World Population Day, observed on July 11 every year, follows more an ideological and leftist agenda that views humans as a scourge rather than focusing on the relation between economic development and population. In fact, this day is a great opportunity to turn world’s attention to the demand for the protection of citizens and its property rights. World Population day should also promote new and useful ideas and knowledge (intellectual property rights) that are of decisive importance for economic growth. A greater spectrum of rights protection will promote innovation and creativity, which in turn generates jobs and improves competitiveness
The International Property Rights Index (IPRI) is the world’s only index dedicated to the measurement of intellectual and physical property rights. It is a tool scoring the underlining institutions of a strong property rights regime. Covering 129 countries the 2019 IPRI reports on the property rights systems affecting 98 percent of world Gross Domestic Product. The 2019 sample of 129 countries has a population of 6.93 billion people – representing 93.83% of world population. The index shows that the 71.17% sample population live in 74 countries with an IPRI between 4.5 and 6.4. It is interesting that almost half of the sample population (48.36%) live in 30 countries with a middle range of this index: [5.5-6.4]. According to professor Sary Levy, Hernando De Soto fellow and economist: “The aim is to foster property rights system in densely populated countries, because what we want it’s the promotion of citizens’ rights”.

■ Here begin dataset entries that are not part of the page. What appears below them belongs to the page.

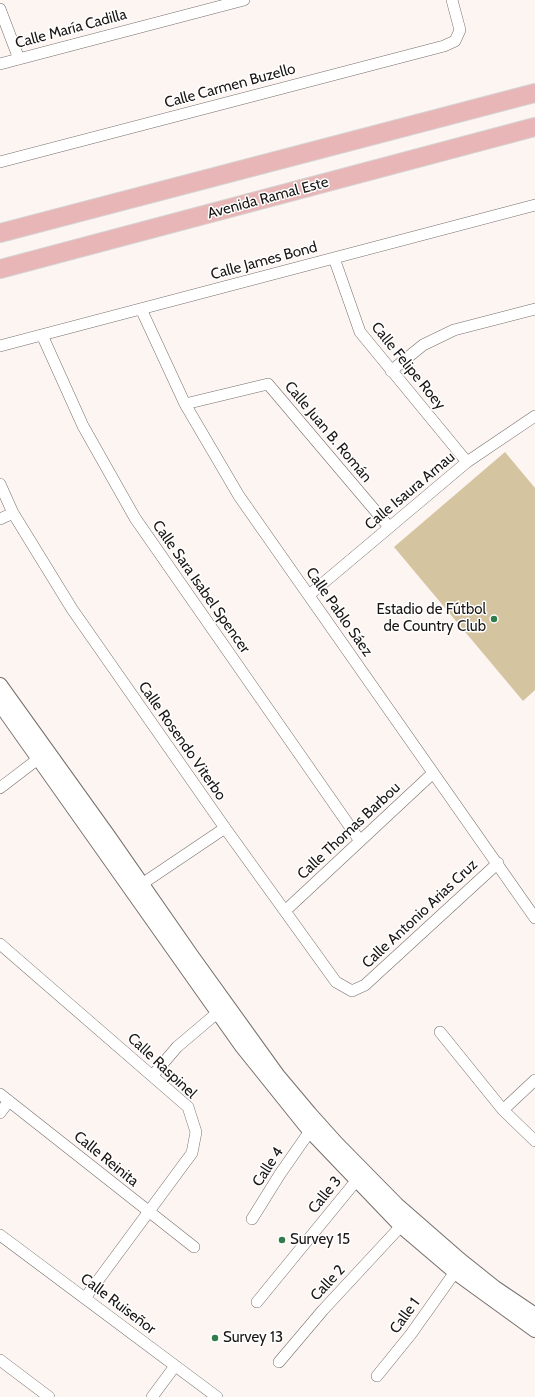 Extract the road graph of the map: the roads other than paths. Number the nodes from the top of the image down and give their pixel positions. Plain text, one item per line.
1 (244, 0) edge
2 (452, 0) edge
3 (0, 9) edge
4 (18, 59) junction
5 (0, 64) edge
6 (535, 93) edge
7 (535, 127) edge
8 (0, 162) edge
9 (535, 205) edge
10 (0, 233) edge
11 (334, 258) junction
12 (0, 269) edge
13 (141, 309) junction
14 (535, 309) edge
15 (42, 335) junction
16 (0, 346) edge
17 (391, 370) junction
18 (185, 404) junction
19 (535, 416) edge
20 (467, 462) junction
21 (0, 484) edge
22 (13, 513) junction
23 (0, 519) edge
24 (389, 527) junction
25 (309, 595) junction
26 (0, 686) edge
27 (0, 704) edge
28 (38, 759) junction
29 (433, 773) junction
30 (0, 788) edge
31 (225, 828) junction
32 (360, 841) junction
33 (498, 863) junction
34 (137, 887) junction
35 (285, 911) junction
36 (535, 918) edge
37 (0, 944) edge
38 (362, 986) joint
39 (222, 1008) junction
40 (440, 1032) dead end
41 (153, 1075) junction
42 (535, 1080) edge
43 (0, 1094) edge
44 (9, 1101) junction
45 (503, 1110) junction
46 (0, 1113) edge
47 (310, 1131) junction
48 (535, 1141) edge
49 (356, 1181) junction
50 (149, 1212) junction
51 (252, 1219) dead end
52 (401, 1226) junction
53 (0, 1234) edge
54 (194, 1247) dead end
55 (455, 1272) junction
56 (85, 1298) junction
57 (256, 1302) dead end
58 (535, 1316) edge
59 (535, 1330) edge
60 (0, 1360) edge
61 (279, 1362) dead end
62 (175, 1366) junction
63 (377, 1376) dead end
64 (49, 1397) edge
65 (152, 1397) edge
66 (217, 1397) edge

1 - 4 street, Calle María Cadilla
2 - 8 street, Calle Carmen Buzello
3 - 4 street
4 - 5 street, Calle María Cadilla
6 - 10 main road
7 - 12 main road, Avenida Ramal Este
9 - 11 street, Calle James Bond
11 - 13 street, Calle James Bond
11 - 17 street, Calle Felipe Roey
13 - 15 street, Calle James Bond
13 - 18 street, Calle Pablo Sáez
14 - 17 street
15 - 16 street, Calle James Bond
15 - 32 street, Calle Sara Isabel Spencer
17 - 20 street, Calle Felipe Roey
18 - 24 street, Calle Juan B. Román
18 - 25 street, Calle Pablo Sáez
19 - 20 street, Calle Isaura Arnau
20 - 24 street, Calle Isaura Arnau
21 - 22 street, Calle Rosendo Viterbo
22 - 23 street
22 - 31 street, Calle Rosendo Viterbo
24 - 25 street, Calle Isaura Arnau
25 - 29 street, Calle Pablo Sáez
26 - 34 street
27 - 28 street
28 - 30 street
28 - 34 street
29 - 32 street, Calle Thomas Barbou
29 - 33 street, Calle Pablo Sáez
31 - 34 street
31 - 35 street, Calle Rosendo Viterbo
32 - 35 street, Calle Thomas Barbou
33 - 36 street, Calle Pablo Sáez
33 - 38 street, Calle Antonio Arias Cruz
34 - 39 street
35 - 38 street, Calle Rosendo Viterbo
37 - 41 street, Calle Raspinel
39 - 41 street
39 - 47 street
39 - 58 street
40 - 45 street
41 - 50 street, Calle Raspinel
42 - 45 street
43 - 44 street, Calle Reinita
44 - 46 street
44 - 50 street, Calle Reinita
45 - 48 street
47 - 49 street
47 - 51 street, Calle 4
49 - 52 street
49 - 57 street, Calle 3
50 - 54 street, Calle Reinita
50 - 56 street, Calle Raspinel
52 - 55 street
52 - 61 street, Calle 2
53 - 56 street, Calle Ruiseñor
55 - 59 street
55 - 63 street, Calle 1
56 - 62 street, Calle Ruiseñor
60 - 64 street
62 - 65 street
62 - 66 street, Calle Ruiseñor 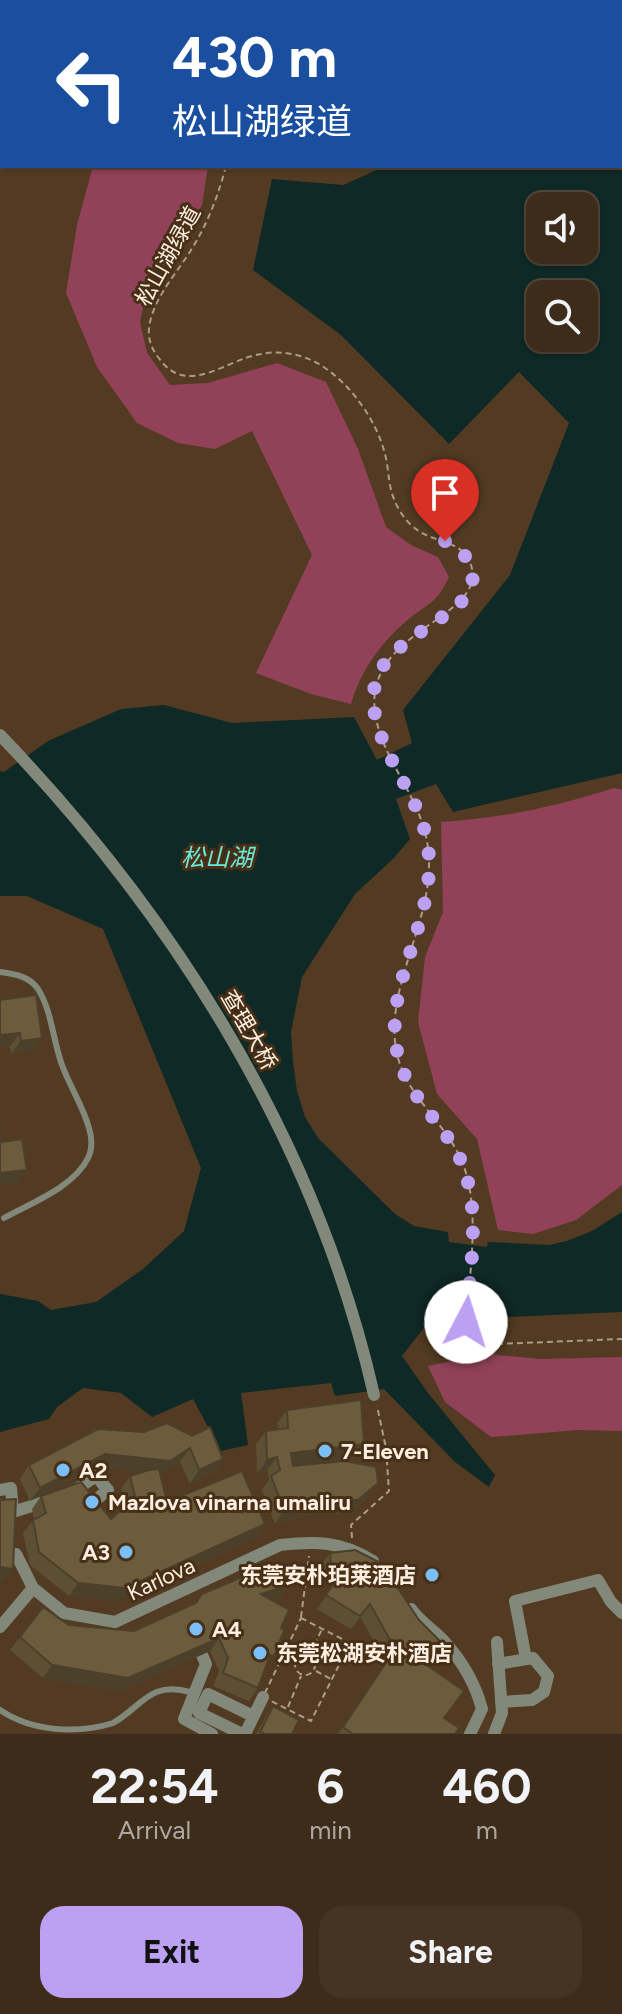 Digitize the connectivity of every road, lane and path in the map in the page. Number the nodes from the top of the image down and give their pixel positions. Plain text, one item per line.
1 (225, 168) edge
2 (0, 735) edge
3 (0, 972) edge
4 (4, 1218) dead end
5 (622, 1339) edge
6 (465, 1345) junction
7 (447, 1346) dead end
8 (374, 1395) joint
9 (79, 1488) junction
10 (0, 1490) edge
11 (352, 1548) junction
12 (16, 1554) edge
13 (310, 1564) dead end
14 (382, 1566) edge
15 (33, 1588) junction
16 (404, 1599) edge
17 (622, 1613) edge
18 (301, 1618) junction
19 (0, 1627) edge
20 (322, 1629) junction
21 (497, 1642) dead end
22 (284, 1653) junction
23 (202, 1655) edge
24 (309, 1655) junction
25 (526, 1659) junction
26 (296, 1660) junction
27 (498, 1664) junction
28 (315, 1671) junction
29 (302, 1675) junction
30 (331, 1679) junction
31 (197, 1695) junction
32 (263, 1697) junction
33 (501, 1702) junction
34 (287, 1709) junction
35 (0, 1710) edge
36 (253, 1716) junction
37 (212, 1734) edge
38 (244, 1734) edge
39 (470, 1734) edge
40 (494, 1734) edge

1 - 6 path, 松山湖绿道
2 - 8 street, 查理大桥
3 - 4 lane
5 - 6 path
6 - 7 path
8 - 11 path
9 - 9 street
9 - 10 street
11 - 14 street
11 - 15 street, Karlova
12 - 15 street
13 - 18 path
15 - 19 street
16 - 39 street
17 - 25 street
18 - 20 path
18 - 22 path
20 - 24 path
20 - 30 path
21 - 27 street
22 - 26 path
22 - 32 path
23 - 31 street
24 - 26 path
24 - 28 path
25 - 27 street
25 - 33 street
26 - 29 path
27 - 33 street
28 - 29 path
28 - 30 path
29 - 34 path
30 - 34 path
31 - 35 lane
31 - 36 street
31 - 37 street
31 - 38 street
32 - 34 path
32 - 36 street
33 - 40 street
36 - 38 street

Prosperity and property rights are inherently linked. Over the course of history, the implementation of property rights formalization has increased human prosperity and social security. These rights are embraced by all sectors of industry. Peace cannot be fully achieved if land and property rights are not well addressed, potentially triggering a second round of conflict. Property regime is a general concept supporting several possible combinations of rights.
On the two extremes of the sample the 14.19% enjoy higher levels of property rights protection in 33 countries [6.5-9.4]; and 14.64% of the sample population live in 22 countries with lower levels of property rights [2.5-4.4].
Property rights and efficient land registration give confidence to individuals and businesses to invest in land. Unfortunately, a mere 30% of the global population has legally registered rights to their land and homes. Property rights guarantees freedom. The right and freedom to property allows personal freedom and provides an incentive allowing people to live and work for a purpose.
According to Hernando de Soto “Without an integrated formal property system, a modern market economy is inconceivable”. Property’s real breakthrough is that it radically improved the flow of communications about assets and their potential.”